Staystitch is a useful aid during the construction process. You stitch a line on a single layer of fabric just inside the seamline in the seam allowance. This is different from a basting stitch, because basting is a longer looser stitch that holds two pieces together before your final stitching. Staystitching involving one piece of a fabric with tighter, smaller stitches. It will hold the grain line where you need it and prevent stretching. However, staystitch does not prevent stretching during daily, normal wear and tear. Stay tape will lengthen the life of your garment, because it ensures that your garment will not stretch during daily wear.

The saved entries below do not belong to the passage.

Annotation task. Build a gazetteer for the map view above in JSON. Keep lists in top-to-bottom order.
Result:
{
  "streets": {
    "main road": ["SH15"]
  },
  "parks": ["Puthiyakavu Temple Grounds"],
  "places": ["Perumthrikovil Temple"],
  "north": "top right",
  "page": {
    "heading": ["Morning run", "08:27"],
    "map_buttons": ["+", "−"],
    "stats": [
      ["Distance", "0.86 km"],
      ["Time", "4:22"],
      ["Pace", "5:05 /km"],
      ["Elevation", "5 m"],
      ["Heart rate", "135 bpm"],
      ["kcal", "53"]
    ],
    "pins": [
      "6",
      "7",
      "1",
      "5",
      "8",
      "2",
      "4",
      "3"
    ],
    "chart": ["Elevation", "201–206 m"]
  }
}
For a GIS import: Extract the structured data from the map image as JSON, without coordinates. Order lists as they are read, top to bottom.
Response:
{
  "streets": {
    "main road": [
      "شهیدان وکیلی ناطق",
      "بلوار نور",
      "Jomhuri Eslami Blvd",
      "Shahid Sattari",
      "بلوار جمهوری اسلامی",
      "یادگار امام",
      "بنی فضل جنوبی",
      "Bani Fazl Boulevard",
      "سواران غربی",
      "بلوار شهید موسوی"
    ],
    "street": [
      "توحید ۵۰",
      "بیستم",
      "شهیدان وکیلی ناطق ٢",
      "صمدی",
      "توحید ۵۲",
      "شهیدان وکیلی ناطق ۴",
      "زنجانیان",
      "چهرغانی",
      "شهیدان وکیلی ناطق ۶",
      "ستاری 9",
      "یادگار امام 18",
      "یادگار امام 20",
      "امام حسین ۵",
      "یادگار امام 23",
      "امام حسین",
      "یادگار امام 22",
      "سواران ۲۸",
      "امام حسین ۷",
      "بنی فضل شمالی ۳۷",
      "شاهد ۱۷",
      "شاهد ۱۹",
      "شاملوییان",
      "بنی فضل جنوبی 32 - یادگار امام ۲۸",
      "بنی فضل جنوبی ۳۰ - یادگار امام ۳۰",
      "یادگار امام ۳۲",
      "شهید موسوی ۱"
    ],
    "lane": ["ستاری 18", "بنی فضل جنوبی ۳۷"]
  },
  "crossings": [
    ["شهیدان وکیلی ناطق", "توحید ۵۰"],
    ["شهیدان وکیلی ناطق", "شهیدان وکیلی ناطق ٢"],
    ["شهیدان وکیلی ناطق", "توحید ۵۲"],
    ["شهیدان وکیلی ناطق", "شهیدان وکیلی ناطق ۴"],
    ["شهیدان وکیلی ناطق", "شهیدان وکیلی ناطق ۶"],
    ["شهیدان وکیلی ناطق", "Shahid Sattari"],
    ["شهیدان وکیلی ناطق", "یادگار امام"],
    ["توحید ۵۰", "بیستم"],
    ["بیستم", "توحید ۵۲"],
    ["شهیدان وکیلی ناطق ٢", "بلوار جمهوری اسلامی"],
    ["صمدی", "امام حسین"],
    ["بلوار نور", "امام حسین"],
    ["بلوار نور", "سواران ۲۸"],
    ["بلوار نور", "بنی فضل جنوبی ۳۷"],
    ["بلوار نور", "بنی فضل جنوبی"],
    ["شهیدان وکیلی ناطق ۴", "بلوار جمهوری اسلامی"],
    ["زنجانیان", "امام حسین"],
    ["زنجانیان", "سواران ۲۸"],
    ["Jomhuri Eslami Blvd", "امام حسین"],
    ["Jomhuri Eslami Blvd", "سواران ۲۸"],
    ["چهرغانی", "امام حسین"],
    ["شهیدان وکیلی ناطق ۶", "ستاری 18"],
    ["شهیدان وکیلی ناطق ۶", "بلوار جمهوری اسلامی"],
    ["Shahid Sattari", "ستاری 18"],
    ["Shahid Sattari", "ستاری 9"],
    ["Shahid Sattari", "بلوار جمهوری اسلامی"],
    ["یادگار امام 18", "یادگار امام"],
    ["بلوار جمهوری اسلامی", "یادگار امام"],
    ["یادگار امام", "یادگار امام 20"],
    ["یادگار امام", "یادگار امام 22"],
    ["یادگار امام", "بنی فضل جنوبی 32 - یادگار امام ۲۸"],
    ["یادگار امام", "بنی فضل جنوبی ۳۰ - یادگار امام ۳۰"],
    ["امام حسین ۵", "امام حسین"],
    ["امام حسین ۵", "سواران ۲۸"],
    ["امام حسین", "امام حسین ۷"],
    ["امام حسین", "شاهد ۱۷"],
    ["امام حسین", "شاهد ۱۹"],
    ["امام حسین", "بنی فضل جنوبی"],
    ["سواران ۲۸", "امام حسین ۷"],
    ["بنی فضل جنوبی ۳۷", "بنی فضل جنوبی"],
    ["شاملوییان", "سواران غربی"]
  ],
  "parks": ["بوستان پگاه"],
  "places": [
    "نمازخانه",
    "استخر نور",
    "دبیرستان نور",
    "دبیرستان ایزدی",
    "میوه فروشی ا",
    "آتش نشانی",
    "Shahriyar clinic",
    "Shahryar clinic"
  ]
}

There are two kinds of stay tape: straight and bias. You will need the straight tape when you don't need any kind of movement in the garment such as collar, waist, etc. The bias tape is best for places on your garment that need some movement such as armholes.

Wednesday, June 10, 2009

Do I really need a dressform?

Dressforms are an investment and many women wonder if it's worth the money or not. If you want to invest the choice is, of course, up to you personally, but here are some benefits to owning your own dressform.

A dressform allows you to hang a garment during construction to assess the design during work. This will let you know ahead of time if a piece is not draping properly. When you are finished you can check for "surprises" that show up before you or a client tries it on for the hemming.

"But what if the dress form doesn't exactly match my measurements?"

A little trick of the trade for you! Measure all bust, waist, and hip measurements then adjust the form to most closely match your body size. If needed you can add shoulder pads to strategically enhance the bust, hip, or bottom.

What dressforms are your favorite? Which ones do you not recommend?

Tuesday, June 2, 2009

What is "Cutting on the Bias?"

Have you ever heard someone throw around the phrase, "Cut it on the bias," and wonder what they're talking about?

When you place your pattern piece on the fabric to be cut you can line up your grain line in three different ways: straight grain, cross grain, and bias. Straight grain is when your grain line is parallel with your selvage edge. Cross grain is when your grain line is perpendicular to your selvage. However, when you cut your pattern piece "on the bias" it means that you are placing your grain line at an angle. A true bias is placed 45 degrees from the selvage edge.

Cutting a garment piece, such as a skirt, on the bias will create a lighter, more draped effect. It will allow the fabric to cling or follow the curve of the body. This cutting technique is most commonly used for cutting collars and cuffs, because the bias allows the fabric to create a curve.